France was the first European country to recognise the massacres as genocide, in a 2001 law. When he announced the national day of remembrance, President Macron said that France "knows how to look history in the face”.

Since then, France and Turkey have clashed over the decision. Turkish President Recep Tayyip Erdogan has pointed the finger at France, and the massacres committed by French troops during the colonial era, a sentiment he reiterated on Wednesday, in a televised speech, in which he slammed those who think they are in a position to teach Turkey a lesson.

"It is clear who killed 800,000 people in the Rwandan genocide, the French are responsible,” he said, referring to an accusation by the current Rwandan government that France helped the Hutu regime, which was responsible for the 1994 genocide – a claim that Paris has always denied.

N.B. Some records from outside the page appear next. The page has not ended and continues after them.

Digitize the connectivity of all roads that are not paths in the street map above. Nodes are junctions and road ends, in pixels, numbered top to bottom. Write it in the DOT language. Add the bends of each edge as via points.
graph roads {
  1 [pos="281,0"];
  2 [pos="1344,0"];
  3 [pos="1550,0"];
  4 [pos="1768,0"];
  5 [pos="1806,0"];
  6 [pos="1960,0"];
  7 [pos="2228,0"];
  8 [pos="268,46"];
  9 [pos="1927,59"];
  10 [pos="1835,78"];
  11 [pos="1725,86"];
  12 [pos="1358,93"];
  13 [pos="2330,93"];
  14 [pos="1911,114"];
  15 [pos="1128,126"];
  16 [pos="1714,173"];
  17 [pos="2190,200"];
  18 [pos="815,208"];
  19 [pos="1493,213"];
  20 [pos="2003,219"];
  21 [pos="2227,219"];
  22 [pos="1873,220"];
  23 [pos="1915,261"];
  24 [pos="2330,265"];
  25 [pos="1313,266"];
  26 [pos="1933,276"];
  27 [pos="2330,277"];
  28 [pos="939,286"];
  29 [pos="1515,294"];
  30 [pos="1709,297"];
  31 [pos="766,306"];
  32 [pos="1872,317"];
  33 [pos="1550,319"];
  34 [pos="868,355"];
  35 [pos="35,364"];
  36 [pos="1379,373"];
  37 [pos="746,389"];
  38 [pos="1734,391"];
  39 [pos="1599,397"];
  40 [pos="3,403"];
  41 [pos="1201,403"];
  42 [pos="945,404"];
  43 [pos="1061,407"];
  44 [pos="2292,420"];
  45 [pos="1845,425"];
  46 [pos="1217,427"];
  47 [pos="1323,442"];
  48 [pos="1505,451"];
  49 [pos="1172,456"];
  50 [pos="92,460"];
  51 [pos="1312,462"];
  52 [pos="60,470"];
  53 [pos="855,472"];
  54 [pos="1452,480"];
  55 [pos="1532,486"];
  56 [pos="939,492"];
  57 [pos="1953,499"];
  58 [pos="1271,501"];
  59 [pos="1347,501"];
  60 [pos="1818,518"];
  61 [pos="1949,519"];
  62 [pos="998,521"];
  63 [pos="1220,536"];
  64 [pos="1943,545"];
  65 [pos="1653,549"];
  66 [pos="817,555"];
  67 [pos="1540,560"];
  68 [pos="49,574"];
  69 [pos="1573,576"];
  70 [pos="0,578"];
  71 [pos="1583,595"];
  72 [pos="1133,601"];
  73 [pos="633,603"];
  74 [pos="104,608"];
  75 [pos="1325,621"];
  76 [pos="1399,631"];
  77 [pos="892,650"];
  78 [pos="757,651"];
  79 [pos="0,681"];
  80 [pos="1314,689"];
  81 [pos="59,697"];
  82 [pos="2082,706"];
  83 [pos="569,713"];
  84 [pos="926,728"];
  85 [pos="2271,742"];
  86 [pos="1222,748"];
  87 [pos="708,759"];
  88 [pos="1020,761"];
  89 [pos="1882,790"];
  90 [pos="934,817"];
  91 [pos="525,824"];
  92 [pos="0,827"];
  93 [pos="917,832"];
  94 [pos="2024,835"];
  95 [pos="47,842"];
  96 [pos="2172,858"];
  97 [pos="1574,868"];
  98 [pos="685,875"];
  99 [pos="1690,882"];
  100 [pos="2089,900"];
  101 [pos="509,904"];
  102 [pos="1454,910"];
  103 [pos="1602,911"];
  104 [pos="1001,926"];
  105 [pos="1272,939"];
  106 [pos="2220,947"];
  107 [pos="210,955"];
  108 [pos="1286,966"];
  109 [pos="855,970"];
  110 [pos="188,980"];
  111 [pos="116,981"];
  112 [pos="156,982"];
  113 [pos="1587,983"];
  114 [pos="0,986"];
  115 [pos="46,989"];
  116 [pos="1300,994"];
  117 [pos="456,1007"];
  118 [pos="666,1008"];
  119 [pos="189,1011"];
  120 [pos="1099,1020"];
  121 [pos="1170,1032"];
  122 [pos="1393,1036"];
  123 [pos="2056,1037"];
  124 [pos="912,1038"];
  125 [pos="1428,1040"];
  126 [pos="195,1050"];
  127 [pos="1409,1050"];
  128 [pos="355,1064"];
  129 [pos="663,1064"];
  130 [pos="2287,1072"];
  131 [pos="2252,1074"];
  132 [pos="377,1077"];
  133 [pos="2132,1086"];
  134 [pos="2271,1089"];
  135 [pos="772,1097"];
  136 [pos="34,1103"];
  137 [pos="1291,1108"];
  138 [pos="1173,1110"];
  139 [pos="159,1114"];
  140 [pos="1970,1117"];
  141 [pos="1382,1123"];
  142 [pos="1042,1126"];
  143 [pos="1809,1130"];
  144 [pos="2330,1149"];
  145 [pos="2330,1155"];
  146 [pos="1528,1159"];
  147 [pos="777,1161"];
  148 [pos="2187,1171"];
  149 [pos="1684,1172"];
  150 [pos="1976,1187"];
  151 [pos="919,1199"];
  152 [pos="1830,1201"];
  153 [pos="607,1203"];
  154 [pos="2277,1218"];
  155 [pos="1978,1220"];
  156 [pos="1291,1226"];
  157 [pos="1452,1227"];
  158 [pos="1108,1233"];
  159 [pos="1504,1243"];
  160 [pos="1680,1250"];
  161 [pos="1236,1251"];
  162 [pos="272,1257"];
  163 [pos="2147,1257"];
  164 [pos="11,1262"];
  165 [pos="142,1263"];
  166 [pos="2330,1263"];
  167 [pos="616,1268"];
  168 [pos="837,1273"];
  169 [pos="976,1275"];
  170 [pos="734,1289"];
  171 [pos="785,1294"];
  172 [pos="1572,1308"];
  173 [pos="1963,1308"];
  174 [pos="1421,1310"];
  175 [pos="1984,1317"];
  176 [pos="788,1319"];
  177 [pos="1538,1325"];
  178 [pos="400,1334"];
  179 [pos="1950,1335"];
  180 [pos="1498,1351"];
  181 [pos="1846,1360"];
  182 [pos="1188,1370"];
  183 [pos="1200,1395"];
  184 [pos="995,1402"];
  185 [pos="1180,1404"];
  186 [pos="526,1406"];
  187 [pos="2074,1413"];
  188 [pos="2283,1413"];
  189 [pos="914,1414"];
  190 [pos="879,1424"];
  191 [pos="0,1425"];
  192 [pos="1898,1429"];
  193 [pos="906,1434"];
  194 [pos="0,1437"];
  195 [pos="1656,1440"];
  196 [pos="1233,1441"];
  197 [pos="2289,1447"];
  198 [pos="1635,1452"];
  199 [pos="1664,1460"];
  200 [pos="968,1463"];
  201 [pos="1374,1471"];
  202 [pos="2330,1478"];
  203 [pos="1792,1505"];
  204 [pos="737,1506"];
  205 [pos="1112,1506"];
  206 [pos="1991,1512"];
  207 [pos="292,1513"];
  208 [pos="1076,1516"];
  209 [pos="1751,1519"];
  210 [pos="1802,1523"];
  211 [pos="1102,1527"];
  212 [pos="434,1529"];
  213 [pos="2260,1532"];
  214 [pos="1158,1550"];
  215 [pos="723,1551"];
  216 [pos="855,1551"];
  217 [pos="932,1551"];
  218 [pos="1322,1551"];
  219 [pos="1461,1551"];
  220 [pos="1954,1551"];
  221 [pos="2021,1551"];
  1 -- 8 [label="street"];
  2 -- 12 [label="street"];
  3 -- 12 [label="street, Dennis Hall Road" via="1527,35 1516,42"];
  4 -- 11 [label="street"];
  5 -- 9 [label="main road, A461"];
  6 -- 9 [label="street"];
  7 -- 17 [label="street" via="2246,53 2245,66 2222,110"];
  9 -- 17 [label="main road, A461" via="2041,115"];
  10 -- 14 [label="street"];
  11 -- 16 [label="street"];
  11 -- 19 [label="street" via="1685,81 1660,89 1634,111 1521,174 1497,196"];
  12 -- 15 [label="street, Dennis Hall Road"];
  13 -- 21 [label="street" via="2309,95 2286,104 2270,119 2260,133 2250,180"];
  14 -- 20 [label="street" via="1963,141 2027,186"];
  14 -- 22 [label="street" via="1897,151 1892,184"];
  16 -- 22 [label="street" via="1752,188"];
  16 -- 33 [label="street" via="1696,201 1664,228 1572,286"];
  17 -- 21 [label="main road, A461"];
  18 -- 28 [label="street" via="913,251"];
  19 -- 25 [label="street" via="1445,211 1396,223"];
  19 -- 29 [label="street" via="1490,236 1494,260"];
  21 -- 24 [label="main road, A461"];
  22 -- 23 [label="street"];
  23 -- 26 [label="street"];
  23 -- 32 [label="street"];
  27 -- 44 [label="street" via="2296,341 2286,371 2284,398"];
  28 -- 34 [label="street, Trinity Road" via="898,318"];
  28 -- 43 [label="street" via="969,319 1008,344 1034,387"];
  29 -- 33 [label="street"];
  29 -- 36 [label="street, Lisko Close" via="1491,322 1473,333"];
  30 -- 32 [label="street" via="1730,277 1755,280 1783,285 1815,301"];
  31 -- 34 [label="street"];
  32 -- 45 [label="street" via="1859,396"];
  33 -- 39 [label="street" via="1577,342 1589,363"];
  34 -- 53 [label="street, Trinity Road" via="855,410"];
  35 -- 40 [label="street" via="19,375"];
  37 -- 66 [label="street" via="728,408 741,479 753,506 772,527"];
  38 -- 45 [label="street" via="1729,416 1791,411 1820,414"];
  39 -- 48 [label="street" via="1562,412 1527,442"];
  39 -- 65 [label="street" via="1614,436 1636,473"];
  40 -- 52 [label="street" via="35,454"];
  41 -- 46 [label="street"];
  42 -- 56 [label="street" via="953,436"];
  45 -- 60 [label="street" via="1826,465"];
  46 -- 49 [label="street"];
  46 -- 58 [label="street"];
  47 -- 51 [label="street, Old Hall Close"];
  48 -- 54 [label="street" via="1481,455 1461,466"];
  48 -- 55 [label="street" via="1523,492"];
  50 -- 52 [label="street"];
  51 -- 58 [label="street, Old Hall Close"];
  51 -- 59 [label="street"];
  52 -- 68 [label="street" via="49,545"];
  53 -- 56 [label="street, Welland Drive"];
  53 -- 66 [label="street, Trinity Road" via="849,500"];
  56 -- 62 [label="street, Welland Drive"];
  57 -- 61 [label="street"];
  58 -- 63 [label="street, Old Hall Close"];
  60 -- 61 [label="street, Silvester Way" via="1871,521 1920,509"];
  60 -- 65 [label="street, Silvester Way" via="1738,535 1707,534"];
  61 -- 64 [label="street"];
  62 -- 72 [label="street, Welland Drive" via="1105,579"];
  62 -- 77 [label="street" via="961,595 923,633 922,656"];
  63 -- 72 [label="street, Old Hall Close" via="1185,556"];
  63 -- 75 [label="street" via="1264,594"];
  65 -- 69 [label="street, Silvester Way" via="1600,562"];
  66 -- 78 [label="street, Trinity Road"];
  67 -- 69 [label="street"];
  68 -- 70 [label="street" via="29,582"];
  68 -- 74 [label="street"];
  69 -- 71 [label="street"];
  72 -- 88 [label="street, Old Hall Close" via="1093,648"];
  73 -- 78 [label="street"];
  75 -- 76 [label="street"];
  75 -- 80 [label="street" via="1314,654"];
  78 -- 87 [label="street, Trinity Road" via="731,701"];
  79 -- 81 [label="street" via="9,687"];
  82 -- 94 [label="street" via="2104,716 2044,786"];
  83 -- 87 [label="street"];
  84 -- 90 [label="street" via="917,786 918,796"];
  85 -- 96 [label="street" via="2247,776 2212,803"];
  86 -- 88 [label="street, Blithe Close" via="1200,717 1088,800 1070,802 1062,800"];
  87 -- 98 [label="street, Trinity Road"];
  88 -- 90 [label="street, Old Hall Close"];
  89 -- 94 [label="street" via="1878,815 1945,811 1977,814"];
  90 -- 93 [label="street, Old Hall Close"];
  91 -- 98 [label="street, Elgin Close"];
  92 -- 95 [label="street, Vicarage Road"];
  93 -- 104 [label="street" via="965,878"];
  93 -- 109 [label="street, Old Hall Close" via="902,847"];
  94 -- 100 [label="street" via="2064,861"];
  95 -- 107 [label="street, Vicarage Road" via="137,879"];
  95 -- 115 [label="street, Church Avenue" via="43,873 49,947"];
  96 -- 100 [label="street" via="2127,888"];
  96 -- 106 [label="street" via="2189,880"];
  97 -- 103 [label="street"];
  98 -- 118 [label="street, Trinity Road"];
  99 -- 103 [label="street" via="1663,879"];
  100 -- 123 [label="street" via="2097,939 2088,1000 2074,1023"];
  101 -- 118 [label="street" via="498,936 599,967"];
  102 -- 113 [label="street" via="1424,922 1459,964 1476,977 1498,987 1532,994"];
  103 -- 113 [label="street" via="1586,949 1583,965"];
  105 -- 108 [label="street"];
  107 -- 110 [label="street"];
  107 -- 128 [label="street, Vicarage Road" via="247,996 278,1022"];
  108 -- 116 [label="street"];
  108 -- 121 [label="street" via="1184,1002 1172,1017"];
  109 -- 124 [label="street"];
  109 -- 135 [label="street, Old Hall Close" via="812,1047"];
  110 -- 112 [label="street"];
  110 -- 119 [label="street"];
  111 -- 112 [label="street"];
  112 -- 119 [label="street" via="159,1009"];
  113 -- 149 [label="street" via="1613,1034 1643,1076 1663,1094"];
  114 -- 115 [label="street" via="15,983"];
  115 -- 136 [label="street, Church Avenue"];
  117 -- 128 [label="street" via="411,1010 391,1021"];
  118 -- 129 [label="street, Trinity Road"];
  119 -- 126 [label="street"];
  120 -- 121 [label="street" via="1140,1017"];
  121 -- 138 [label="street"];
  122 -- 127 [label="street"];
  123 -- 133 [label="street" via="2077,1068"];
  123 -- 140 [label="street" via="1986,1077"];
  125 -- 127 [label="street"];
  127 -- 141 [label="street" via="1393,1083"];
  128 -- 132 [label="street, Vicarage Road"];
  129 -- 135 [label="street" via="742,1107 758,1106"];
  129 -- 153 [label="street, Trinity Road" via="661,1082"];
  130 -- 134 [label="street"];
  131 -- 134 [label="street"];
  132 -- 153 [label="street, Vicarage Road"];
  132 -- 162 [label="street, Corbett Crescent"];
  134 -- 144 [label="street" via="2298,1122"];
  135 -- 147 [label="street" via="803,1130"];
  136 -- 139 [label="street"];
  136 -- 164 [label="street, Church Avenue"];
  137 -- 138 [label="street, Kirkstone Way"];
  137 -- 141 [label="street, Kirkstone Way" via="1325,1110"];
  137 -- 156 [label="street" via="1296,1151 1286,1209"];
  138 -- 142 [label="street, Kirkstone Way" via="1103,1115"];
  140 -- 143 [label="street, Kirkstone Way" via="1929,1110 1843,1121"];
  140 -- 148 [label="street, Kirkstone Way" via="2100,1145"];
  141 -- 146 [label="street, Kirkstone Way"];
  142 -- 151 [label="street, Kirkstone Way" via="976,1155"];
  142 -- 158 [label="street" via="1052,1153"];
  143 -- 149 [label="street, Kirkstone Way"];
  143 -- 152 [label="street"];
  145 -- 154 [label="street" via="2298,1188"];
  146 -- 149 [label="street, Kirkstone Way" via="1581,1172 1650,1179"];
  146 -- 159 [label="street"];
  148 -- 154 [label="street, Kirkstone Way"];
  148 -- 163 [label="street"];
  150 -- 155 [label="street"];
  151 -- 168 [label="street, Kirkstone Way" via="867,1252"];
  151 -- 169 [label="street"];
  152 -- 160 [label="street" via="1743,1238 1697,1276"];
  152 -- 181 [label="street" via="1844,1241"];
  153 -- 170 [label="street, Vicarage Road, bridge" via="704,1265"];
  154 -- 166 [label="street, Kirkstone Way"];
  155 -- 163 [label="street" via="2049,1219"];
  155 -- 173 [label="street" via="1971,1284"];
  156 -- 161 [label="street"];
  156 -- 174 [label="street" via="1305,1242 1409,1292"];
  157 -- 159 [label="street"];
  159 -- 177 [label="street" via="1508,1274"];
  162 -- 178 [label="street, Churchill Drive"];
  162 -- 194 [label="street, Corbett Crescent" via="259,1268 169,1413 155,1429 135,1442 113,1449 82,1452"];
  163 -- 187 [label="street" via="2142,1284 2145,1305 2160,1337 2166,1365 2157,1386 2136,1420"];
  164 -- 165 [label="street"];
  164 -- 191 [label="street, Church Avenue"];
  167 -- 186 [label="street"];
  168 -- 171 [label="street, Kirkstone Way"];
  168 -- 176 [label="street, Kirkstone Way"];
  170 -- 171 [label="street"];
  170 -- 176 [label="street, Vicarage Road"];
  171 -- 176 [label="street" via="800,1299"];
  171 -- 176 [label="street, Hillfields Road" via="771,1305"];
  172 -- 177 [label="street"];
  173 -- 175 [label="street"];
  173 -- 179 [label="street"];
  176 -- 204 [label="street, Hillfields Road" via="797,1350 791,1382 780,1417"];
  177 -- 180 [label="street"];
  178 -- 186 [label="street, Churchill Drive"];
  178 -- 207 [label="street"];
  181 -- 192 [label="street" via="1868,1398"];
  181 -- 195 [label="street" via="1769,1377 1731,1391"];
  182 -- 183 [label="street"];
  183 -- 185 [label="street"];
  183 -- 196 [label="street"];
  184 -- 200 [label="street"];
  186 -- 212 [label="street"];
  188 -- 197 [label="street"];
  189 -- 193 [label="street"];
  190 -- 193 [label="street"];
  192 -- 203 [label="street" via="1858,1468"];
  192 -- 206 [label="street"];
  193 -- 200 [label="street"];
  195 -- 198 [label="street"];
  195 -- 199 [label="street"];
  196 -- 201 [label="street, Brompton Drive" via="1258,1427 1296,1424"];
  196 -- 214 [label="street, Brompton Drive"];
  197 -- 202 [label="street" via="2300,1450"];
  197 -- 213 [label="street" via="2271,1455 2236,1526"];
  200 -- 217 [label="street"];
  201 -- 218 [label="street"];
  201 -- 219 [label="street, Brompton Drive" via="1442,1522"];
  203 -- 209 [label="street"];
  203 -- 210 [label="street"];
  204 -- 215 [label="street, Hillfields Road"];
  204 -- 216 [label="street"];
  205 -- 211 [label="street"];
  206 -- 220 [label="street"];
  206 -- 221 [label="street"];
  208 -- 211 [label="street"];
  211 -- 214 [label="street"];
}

Erdogan also brought up Algeria, for which “archives and documents clearly prove” France’s responsibility in extra-judicial killings and torture.

Marking the genocide in France

Armenians commemorate the massacres on 24 April, the day in 1915 when Ottoman troops rounded up thousands of Armenian intellectuals suspected of being hostile to Ottoman rule.

The date in France is being marked by a speech by Prime Minister Edouard Philippe, who will lay flowers at a monument commemorating the genocide which was installed on the banks of the Seine in central Paris in April 2003.